Find out why more people are considering oyster mushroom farming?

oyster-mushroom-zimbabweBelow are a few terms one needs to know when it comes to mushroom production.
Spawn – mushroom “seedlings”
Spawning – process of planting mushroom
Substrate – medium on which mushroom can be grown
Weed mold  molds that grow in competition with mushroom
Fruiting vessel – container used to grow the mushroom

We recently shared an article with you about a group of sisters from Zimbabwe who are growing mushrooms commercially. If you read that and you were somewhat interested in pursuing mushroom farming for yourself, then this article is for you. Mushroom farming is an exceptionally low cost farming venture, which could be very beneficial for you and your wallet.
While there are many types of mushrooms out there, the type of mushroom you choose to grow is critical to your success as a grower. Oyster mushrooms are a great option for those who are unsure of where to start. They require very little space to grow and can be grown on any kind of substrate. While the easiest substrate to grow oyster mushrooms on is chopped straw. This can be challenging to acquire depending on where you live. You will be pleased to know that you can also grow them on all kinds of different and inexpensive substrates like cardboard, old cotton clothes or any type of unbleached paper. You can use leaves, dried peanut shells or sawdust. Surprisingly you can even grow them on old boiled coffee grounds. The biggest hurdle for many is the high risk of infection from weed molds which could ruin your yield.
The most important consideration regardless of substrate used is to maintain sterility and avoid contaminants where possible. If you are just starting out or do not have the capacity to create a large-scale sterilizing facility, you can just use hot boiling water. We recommended that you boil the substrate to at least 71-100 degrees celsius for at least an hour or more. You can use a large pot or metal drum that can hold a large quantity of your substrate. Once this is done, remove the substrate and let it cool to room temperature. At this point the spawn can be mixed with the substrate and it can be packed into a clean fruiting vessel. Remember to try and keep your tools as sterile or free from contaminants as possible as well.
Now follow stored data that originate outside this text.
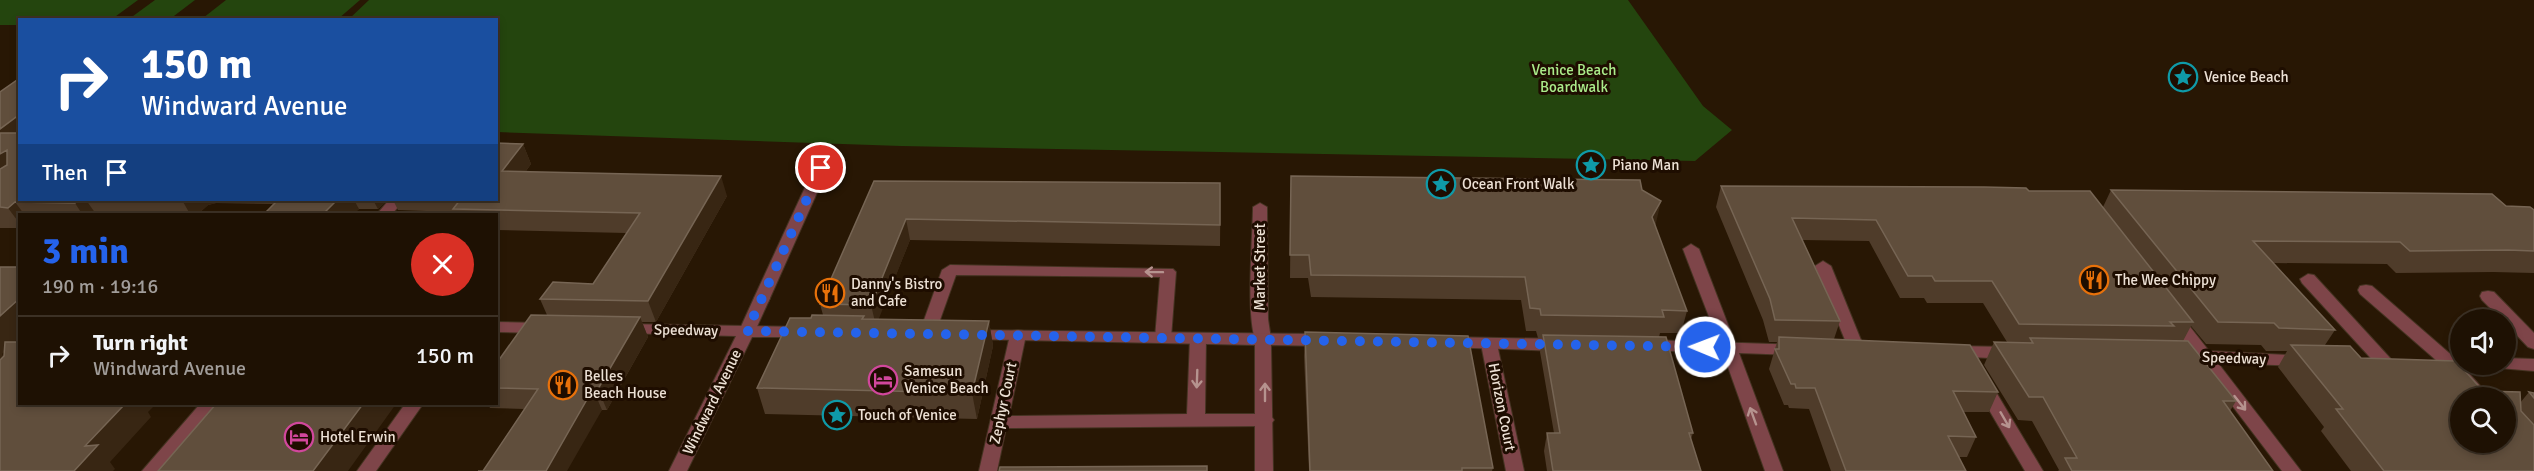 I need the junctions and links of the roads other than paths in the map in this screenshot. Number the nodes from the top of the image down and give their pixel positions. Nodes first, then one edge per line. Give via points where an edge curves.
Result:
1 (821, 168) dead end
2 (396, 201) edge
3 (1260, 207) dead end
4 (385, 213) edge
5 (1691, 249) dead end
6 (1823, 266) dead end
7 (2308, 279) dead end
8 (2366, 290) dead end
9 (2488, 296) dead end
10 (2161, 302) edge
11 (498, 327) edge
12 (558, 328) edge
13 (605, 329) edge
14 (747, 331) junction
15 (819, 332) edge
16 (1018, 335) junction
17 (1163, 338) junction
18 (1198, 338) junction
19 (1263, 339) junction
20 (1342, 341) edge
21 (1433, 343) edge
22 (2534, 343) edge
23 (1489, 344) junction
24 (1573, 345) edge
25 (1633, 346) edge
26 (1729, 348) junction
27 (1810, 349) edge
28 (1834, 350) edge
29 (1941, 351) edge
30 (1965, 352) junction
31 (2025, 353) edge
32 (2168, 356) edge
33 (2204, 357) junction
34 (2450, 359) edge
35 (2317, 360) edge
36 (2362, 361) edge
37 (2384, 362) junction
38 (2406, 362) edge
39 (2428, 363) edge
40 (2450, 363) edge
41 (2516, 364) edge
42 (2534, 364) edge
43 (2465, 375) edge
44 (2474, 387) edge
45 (209, 405) edge
46 (413, 405) edge
47 (1196, 420) junction
48 (1264, 420) junction
49 (999, 422) junction
50 (151, 471) edge
51 (366, 471) edge
52 (678, 471) edge
53 (988, 471) edge
54 (1264, 471) edge
55 (1515, 471) edge
56 (1774, 471) edge
57 (2034, 471) edge
58 (2292, 471) edge

1 - 14 street, Windward Avenue
2 - 4 street
3 - 19 street, Market Street
5 - 26 street
6 - 28 street via 1863,350
7 - 37 street
8 - 34 street
9 - 22 street
10 - 33 street
11 - 12 street
13 - 14 street, Speedway
14 - 15 street, Speedway
14 - 52 street, Windward Avenue
16 - 17 street
17 -> 16 street via 1168,272 950,270 921,334
16 - 49 street, Zephyr Court
17 - 18 street
18 - 19 street
18 -> 47 street
19 - 20 street
48 -> 19 street, Market Street
21 - 23 street
23 - 24 street
23 - 55 street, Horizon Court
25 - 26 street
26 - 27 street
56 -> 26 street
29 - 30 street
30 - 31 street
30 -> 57 street
32 - 33 street, Speedway
33 - 35 street, Speedway
33 -> 58 street
36 - 37 street
37 - 38 street
39 - 40 street
41 - 42 street
43 - 44 street
45 - 50 street
46 - 51 street
47 - 48 street
47 - 49 street
48 - 54 street, Market Street
49 - 53 street, Zephyr Court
We are excited for oyster mushrooms because they are easy to cultivate and very healthy. Oyster mushrooms are relatively new in regards to Zimbabwean cuisine but they have been enjoyed in Asian cuisine for thousands of years. Oyster mushrooms are not only rich in proteins, they are also low in calories. They can be used as a meat substitute. They are also considered fat-free, cholesterol-free, gluten-free, and very low in sodium.They have also been shown to contain significant levels of vitamins and minerals like fibre, zinc, potassium, selenium, calcium, phosphorus, folic acid, and an array of B,C and D vitamins. Studies have also shown that oyster mushrooms possess some anti-viral, anti-bacterial and anti-cancer properties as well.
Oyster mushroom cultivation is the simplest and least expensive when compared to other forms of mushroom farming. This is because oyster mushrooms do not require a lot of extra special inputs. They can easily be grown using locally available materials like agricultural waste. The main component that prospective mushroom growers might need to outsource would be the mushroom spawn. Keep in mind that it is important to maintain sterility throughout the process. If you have done your research and are interested but unsure of how to proceed, we advise seeking professional counsel.